Medieval Canterbury Weekend 2020.


Medieval Canterbury Weekend 2020.

Stop Press: Medieval Canterbury Weekend 2020 goes live!

The Black Prince – Canterbury Cathedral

I thought this week I would keep it nice and short and just give you the great news that the Centre’s Medieval Canterbury Weekend 2020 has gone live. We hope you like the choice of speakers and their lectures and we will look forward to welcoming people to Canterbury next year between Friday 3rd and Sunday 5th April. Another date for your diaries is the Friday before, that is the evening of Friday 27th March when the annual Becket Lecture speaker will be Dr Rowan Williams, who was Archbishop of Canterbury between 2002 and 2012. This lecture is free and will begin at 6.30pm, venue to be confirmed and there will be more information in due course.

To return to the Medieval Canterbury Weekend 2020, I know I have mentioned a few of our speakers in earlier blogs, but now that everything is in place for you to check out the talks and hopefully book lots of the lectures, I’m just going to mention a few of the speakers and topics. Not that they aren’t all great and, of course, we are trying to cater for a range of tastes in terms of medieval subjects, as well as raising funds for the Ian Coulson Memorial Award to help postgraduates studying Kent history. But first here is the website:


moreover, the short url will also work:


Even if it is both sides of my family rather than me (I did spend 3 years in Preston) who were Mancunians, it still gives me very great pleasure that Michael Wood (University of Manchester) will give the Weekend’s opening lecture on Friday 3rd April at 7pm. Michael is well-known for his love of all things Anglo-Saxon and for his talk that evening he will be speaking about two former refugees who arrived in Canterbury in 669. He will be telling us about possibly the most important people in the story of education in Britain, and for Hadrian perhaps the most important black Briton, thereby providing an eye-opening journey into the roots of English culture.

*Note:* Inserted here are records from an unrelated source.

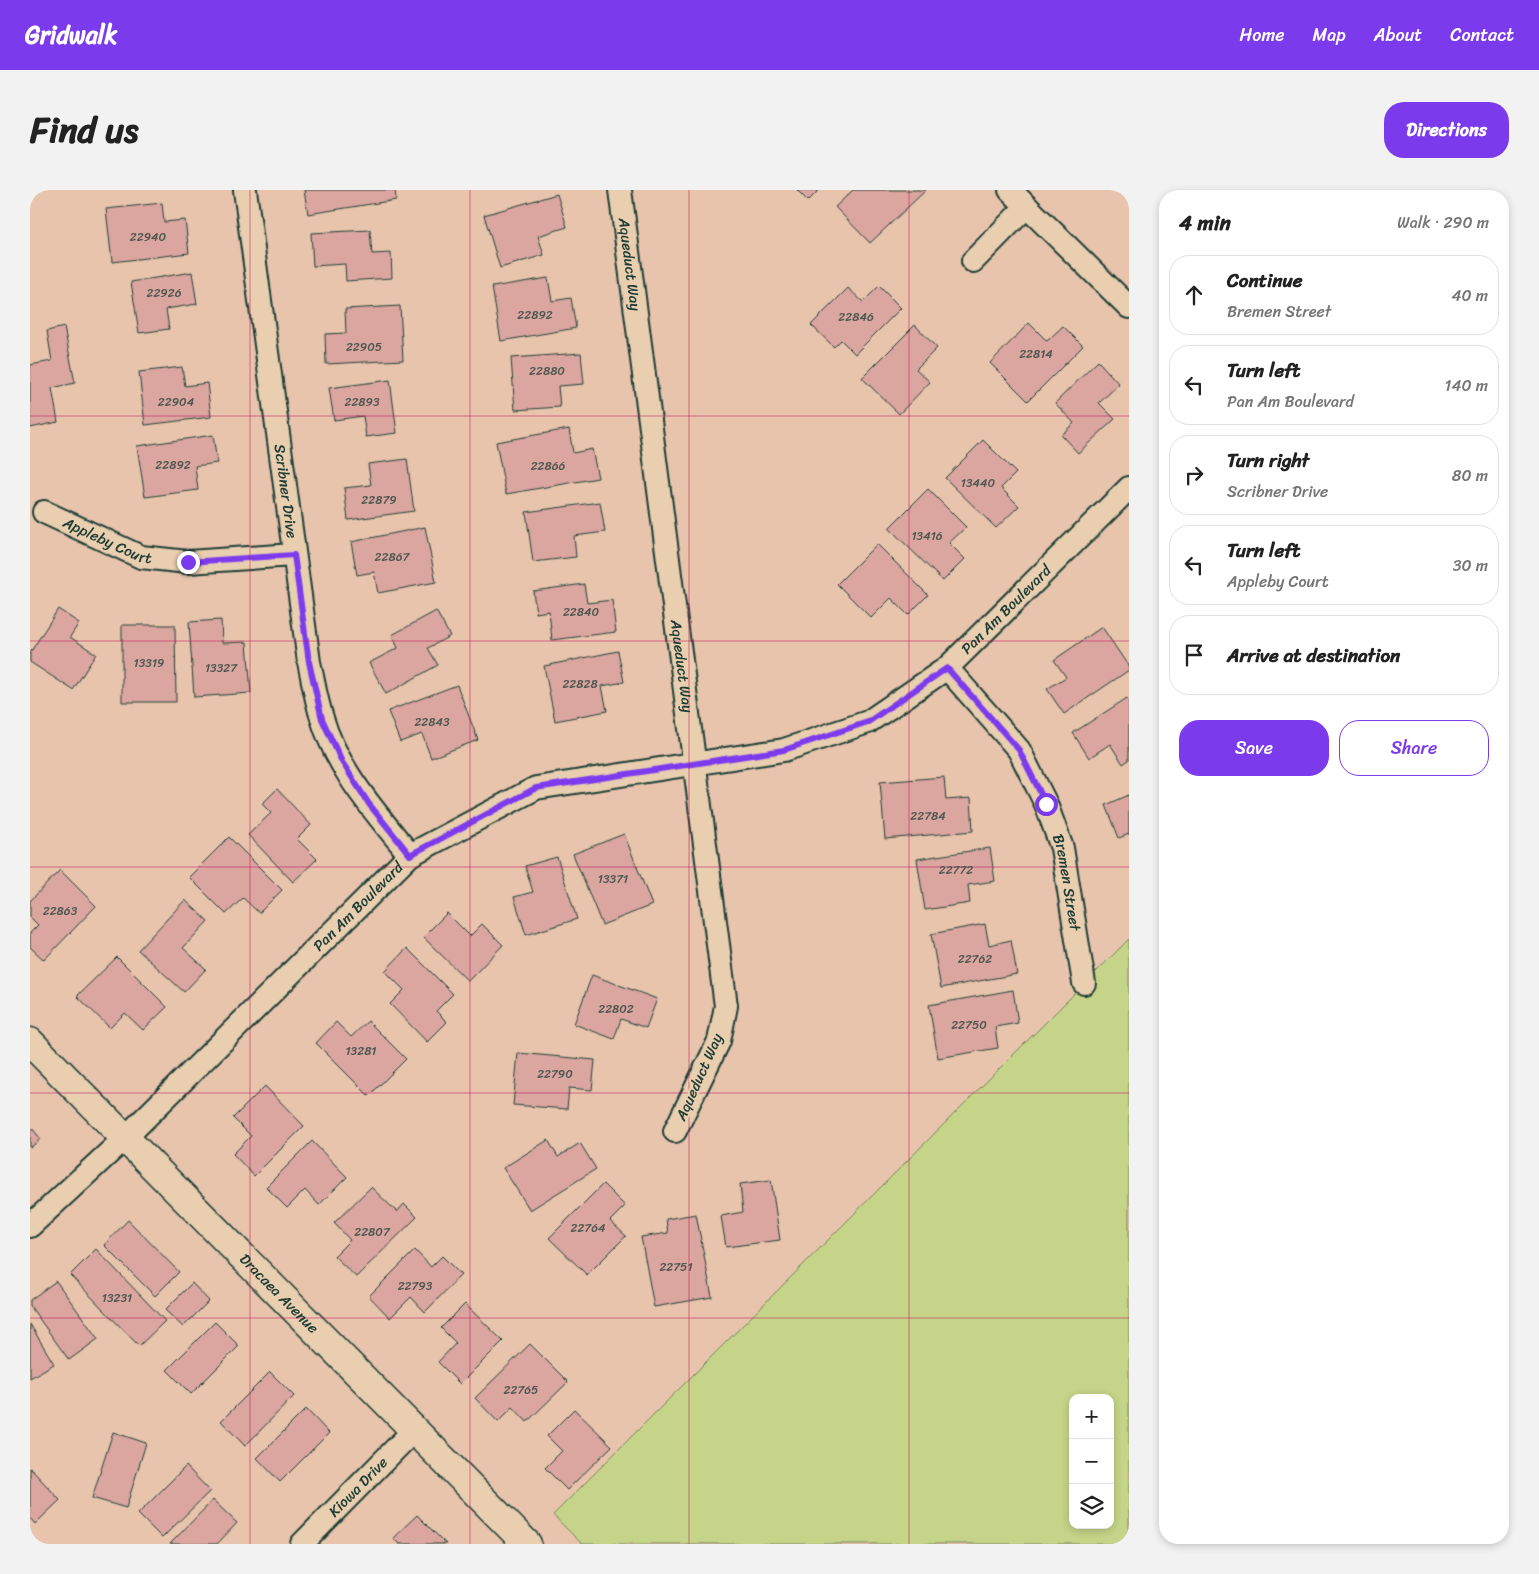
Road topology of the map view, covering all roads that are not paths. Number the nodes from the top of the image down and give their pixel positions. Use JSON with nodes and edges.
{"nodes":[{"id":1,"x":244,"y":190,"type":"edge"},
{"id":2,"x":620,"y":190,"type":"edge"},
{"id":3,"x":1010,"y":190,"type":"edge"},
{"id":4,"x":1026,"y":207,"type":"junction"},
{"id":5,"x":973,"y":260,"type":"dead end"},
{"id":6,"x":1129,"y":307,"type":"edge"},
{"id":7,"x":1129,"y":488,"type":"edge"},
{"id":8,"x":44,"y":512,"type":"dead end"},
{"id":9,"x":294,"y":555,"type":"junction"},
{"id":10,"x":947,"y":668,"type":"junction"},
{"id":11,"x":696,"y":765,"type":"junction"},
{"id":12,"x":410,"y":855,"type":"junction"},
{"id":13,"x":1084,"y":983,"type":"dead end"},
{"id":14,"x":30,"y":1042,"type":"edge"},
{"id":15,"x":675,"y":1131,"type":"dead end"},
{"id":16,"x":125,"y":1138,"type":"junction"},
{"id":17,"x":30,"y":1226,"type":"edge"},
{"id":18,"x":414,"y":1430,"type":"junction"},
{"id":19,"x":302,"y":1544,"type":"edge"},
{"id":20,"x":527,"y":1544,"type":"edge"}],
"edges":[{"from":1,"to":9,"type":"street","name":"Scribner Drive"},
{"from":2,"to":11,"type":"street","name":"Aqueduct Way"},
{"from":3,"to":4,"type":"street"},
{"from":4,"to":5,"type":"street"},
{"from":4,"to":6,"type":"street"},
{"from":7,"to":10,"type":"street","name":"Pan Am Boulevard"},
{"from":8,"to":9,"type":"street","name":"Appleby Court"},
{"from":9,"to":12,"type":"street","name":"Scribner Drive"},
{"from":10,"to":11,"type":"street","name":"Pan Am Boulevard"},
{"from":10,"to":13,"type":"street","name":"Bremen Street"},
{"from":11,"to":12,"type":"street","name":"Pan Am Boulevard"},
{"from":11,"to":15,"type":"street","name":"Aqueduct Way"},
{"from":12,"to":16,"type":"street","name":"Pan Am Boulevard"},
{"from":14,"to":16,"type":"street","name":"Dracaea Avenue"},
{"from":16,"to":17,"type":"street","name":"Pan Am Boulevard"},
{"from":16,"to":18,"type":"street","name":"Dracaea Avenue"},
{"from":18,"to":19,"type":"street","name":"Kiowa Drive"},
{"from":18,"to":20,"type":"street","name":"Dracaea Avenue"}]}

London Bridge for Caroline Barron’s ‘Thomas Becket was a Londoner’

For those who would want more about the Church, the Weekend offers a tour of St Mildred’s church by Canterbury’s archaeological expert Paul Bennett. As Director of Canterbury Archaeological Trust, he has a vast knowledge about the development of medieval Canterbury, Kent and much further afield. Moreover, in this case he will guide his audience around this gem of a parish church where the earliest fabric survives from the early eleventh century. Nor are these the only events from ‘The Church’ strand but I now want to move into the realm of kings and queens.

Looking at later medieval monarchs, we have one important but elusive queen in the form of Catherine of Valois. For the early death of Henry V robbed her of the opportunity to undertake her role as his queen, and instead she is most often characterised as virgin, wife, mother, widow and even copse. Yet, as Katherine Lewis (University of Huddersfield) will explain, there is much more to Catherine than this, and she will explore a wide range of evidence, including her surviving book of hours, to shed new light on Catherine’s conduct and reputation.

King’s College Cambridge for David Starkey’s ‘Henry VI and the early Tudors’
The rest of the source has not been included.